Information given Start Marker

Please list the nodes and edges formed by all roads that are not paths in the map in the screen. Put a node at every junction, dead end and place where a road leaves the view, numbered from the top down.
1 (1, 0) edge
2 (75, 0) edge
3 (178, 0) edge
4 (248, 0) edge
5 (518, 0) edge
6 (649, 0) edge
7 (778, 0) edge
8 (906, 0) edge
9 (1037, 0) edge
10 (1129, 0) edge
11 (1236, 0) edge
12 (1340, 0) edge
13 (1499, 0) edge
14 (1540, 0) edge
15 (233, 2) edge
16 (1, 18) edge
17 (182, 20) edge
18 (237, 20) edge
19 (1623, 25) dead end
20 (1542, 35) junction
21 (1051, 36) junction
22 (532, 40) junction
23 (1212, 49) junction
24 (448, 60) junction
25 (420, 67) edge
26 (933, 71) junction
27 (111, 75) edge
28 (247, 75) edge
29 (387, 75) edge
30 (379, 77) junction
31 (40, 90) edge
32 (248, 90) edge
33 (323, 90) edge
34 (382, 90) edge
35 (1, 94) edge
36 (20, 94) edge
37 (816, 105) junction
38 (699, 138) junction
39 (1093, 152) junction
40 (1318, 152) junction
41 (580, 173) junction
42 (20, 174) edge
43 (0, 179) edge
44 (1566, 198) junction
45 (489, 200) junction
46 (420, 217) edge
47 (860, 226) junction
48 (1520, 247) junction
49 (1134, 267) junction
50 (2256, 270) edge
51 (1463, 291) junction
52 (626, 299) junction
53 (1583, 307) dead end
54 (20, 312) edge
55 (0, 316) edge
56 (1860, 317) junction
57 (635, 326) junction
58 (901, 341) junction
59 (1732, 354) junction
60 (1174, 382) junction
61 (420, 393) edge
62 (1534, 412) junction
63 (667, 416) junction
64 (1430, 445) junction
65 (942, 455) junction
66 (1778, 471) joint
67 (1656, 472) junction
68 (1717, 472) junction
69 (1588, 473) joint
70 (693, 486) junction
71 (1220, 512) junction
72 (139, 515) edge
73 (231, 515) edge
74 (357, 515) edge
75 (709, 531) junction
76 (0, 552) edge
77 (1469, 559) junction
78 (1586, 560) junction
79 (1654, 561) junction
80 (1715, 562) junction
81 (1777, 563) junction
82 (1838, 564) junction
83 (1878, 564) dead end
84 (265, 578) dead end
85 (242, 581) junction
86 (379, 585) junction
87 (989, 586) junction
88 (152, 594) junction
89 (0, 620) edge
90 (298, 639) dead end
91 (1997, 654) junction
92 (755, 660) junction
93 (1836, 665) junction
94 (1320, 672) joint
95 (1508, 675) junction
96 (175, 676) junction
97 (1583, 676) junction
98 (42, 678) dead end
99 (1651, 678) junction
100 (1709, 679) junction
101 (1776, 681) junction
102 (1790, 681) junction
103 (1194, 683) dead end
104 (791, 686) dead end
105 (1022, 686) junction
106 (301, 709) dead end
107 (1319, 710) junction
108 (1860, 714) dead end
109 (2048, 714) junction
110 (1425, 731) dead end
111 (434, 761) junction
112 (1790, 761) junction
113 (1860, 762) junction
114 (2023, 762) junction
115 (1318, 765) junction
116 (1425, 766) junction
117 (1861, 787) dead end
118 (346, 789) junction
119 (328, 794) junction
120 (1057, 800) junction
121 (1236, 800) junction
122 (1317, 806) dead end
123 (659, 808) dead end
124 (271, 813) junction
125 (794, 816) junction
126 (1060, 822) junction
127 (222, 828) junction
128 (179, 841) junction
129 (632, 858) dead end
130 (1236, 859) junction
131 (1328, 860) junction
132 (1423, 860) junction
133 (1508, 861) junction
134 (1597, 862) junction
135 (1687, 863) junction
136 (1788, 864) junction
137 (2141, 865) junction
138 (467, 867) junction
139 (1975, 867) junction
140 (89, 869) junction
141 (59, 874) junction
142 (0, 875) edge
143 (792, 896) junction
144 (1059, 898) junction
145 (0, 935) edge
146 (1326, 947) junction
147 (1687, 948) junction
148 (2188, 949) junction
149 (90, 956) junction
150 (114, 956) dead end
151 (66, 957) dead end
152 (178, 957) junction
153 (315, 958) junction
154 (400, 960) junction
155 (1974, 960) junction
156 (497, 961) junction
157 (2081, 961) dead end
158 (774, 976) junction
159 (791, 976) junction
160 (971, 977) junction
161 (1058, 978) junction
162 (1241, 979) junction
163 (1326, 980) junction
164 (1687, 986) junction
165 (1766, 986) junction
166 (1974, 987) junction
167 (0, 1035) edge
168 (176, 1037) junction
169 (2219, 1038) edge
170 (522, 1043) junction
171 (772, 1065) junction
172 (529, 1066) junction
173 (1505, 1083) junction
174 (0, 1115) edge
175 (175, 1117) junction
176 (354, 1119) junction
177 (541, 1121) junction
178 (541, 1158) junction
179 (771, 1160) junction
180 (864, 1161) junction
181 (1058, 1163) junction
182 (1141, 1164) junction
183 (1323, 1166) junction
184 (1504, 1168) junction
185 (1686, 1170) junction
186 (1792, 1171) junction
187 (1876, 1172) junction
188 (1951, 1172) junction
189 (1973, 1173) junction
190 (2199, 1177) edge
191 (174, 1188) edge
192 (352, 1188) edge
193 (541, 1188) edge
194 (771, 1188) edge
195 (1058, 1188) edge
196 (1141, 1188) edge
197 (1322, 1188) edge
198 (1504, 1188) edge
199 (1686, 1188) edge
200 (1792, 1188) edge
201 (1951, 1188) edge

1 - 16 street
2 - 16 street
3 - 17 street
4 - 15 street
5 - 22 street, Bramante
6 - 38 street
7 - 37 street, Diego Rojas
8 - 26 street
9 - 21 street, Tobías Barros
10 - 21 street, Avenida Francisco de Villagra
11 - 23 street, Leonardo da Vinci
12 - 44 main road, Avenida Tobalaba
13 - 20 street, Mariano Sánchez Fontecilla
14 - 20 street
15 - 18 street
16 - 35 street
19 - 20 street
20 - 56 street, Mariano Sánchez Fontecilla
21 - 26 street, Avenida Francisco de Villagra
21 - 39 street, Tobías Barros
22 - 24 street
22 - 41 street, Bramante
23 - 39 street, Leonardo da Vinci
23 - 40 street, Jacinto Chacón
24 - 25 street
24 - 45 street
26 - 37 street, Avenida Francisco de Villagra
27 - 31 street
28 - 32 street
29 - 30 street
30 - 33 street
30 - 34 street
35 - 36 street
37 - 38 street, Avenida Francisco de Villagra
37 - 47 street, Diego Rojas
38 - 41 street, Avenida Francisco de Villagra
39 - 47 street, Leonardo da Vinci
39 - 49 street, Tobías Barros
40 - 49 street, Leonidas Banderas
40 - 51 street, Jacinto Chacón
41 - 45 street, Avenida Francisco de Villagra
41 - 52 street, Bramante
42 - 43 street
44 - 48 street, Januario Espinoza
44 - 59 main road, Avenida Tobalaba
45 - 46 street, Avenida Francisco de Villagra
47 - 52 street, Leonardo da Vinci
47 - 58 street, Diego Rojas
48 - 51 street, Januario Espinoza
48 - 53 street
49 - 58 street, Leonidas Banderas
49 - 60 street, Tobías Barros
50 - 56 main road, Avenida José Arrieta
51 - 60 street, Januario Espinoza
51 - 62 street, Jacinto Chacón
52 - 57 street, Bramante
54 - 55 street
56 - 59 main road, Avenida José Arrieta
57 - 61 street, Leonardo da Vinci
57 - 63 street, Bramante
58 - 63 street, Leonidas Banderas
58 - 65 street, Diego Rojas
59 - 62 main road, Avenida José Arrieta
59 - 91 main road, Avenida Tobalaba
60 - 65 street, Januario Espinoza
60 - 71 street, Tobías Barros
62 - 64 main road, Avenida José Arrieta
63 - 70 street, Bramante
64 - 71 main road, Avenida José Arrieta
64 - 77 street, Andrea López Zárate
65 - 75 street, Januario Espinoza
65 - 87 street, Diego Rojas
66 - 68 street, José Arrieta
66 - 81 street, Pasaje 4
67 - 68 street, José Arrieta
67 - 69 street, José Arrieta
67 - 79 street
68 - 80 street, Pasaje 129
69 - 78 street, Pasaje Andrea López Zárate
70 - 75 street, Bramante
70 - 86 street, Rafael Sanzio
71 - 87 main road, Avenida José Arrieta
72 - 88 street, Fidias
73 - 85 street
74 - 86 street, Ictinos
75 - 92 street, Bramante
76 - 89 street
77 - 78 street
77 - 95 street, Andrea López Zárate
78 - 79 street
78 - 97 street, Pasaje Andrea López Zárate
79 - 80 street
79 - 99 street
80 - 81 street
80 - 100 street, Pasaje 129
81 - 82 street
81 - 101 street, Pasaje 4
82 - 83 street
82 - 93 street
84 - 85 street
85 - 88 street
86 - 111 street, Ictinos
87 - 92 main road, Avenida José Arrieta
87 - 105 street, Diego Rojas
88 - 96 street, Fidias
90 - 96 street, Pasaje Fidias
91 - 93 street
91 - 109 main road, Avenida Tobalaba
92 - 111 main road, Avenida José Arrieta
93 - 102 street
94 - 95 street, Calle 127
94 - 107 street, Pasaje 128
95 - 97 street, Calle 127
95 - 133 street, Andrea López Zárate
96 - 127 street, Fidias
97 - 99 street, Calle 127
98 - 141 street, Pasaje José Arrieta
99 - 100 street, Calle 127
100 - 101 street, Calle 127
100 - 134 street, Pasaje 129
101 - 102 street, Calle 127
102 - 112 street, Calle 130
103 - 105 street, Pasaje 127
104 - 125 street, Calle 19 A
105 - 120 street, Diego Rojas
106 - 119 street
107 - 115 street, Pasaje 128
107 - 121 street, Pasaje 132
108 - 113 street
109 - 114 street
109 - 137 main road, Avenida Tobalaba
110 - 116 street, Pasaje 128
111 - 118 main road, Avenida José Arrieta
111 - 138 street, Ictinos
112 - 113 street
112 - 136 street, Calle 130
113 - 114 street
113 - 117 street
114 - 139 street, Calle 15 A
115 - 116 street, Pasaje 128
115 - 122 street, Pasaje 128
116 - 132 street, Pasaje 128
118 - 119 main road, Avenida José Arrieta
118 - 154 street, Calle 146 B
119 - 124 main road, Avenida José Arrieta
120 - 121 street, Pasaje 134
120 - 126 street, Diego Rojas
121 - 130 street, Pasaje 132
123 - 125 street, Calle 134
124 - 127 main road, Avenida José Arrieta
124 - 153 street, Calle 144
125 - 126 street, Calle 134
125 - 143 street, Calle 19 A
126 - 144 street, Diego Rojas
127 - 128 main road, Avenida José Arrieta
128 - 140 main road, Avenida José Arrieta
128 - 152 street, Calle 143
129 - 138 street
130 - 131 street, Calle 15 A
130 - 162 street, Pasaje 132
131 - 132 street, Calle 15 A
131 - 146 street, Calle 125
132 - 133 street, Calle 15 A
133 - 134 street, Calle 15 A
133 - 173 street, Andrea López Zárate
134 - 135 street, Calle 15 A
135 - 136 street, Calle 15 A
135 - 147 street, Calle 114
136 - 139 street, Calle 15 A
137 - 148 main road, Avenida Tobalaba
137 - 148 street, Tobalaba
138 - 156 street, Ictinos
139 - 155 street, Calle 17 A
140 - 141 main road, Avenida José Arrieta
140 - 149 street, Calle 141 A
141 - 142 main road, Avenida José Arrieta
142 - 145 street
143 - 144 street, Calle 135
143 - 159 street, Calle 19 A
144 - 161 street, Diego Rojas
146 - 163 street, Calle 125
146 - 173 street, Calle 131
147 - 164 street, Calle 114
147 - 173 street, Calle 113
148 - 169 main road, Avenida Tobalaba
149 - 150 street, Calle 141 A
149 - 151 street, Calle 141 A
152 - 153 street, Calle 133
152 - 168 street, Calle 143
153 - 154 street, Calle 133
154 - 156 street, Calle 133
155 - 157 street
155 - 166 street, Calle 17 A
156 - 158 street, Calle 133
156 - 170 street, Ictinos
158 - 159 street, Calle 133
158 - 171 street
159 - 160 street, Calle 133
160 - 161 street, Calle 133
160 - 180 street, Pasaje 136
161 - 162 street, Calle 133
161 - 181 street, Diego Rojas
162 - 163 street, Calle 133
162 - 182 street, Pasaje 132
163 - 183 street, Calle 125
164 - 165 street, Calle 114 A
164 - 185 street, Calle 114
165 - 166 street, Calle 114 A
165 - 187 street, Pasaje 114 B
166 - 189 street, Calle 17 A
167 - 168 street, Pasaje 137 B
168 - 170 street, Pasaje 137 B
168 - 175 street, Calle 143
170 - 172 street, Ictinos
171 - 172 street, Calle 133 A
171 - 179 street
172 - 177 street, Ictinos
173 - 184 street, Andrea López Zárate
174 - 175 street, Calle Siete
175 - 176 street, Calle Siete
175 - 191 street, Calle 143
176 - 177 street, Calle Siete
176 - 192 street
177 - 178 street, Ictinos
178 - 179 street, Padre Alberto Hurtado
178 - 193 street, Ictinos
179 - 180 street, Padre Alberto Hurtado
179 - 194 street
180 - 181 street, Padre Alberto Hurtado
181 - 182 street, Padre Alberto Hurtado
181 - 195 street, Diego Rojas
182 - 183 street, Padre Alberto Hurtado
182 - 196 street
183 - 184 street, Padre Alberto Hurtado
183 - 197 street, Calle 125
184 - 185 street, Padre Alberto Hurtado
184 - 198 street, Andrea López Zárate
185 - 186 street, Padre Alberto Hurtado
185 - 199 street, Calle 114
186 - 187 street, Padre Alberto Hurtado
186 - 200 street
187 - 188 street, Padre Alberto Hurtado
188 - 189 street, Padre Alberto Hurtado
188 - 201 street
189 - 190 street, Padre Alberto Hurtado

Information given End Marker

• Goal of the exercise: Tell me how many lines of the records include the word "López", and say nothing else.

• Written answer: 8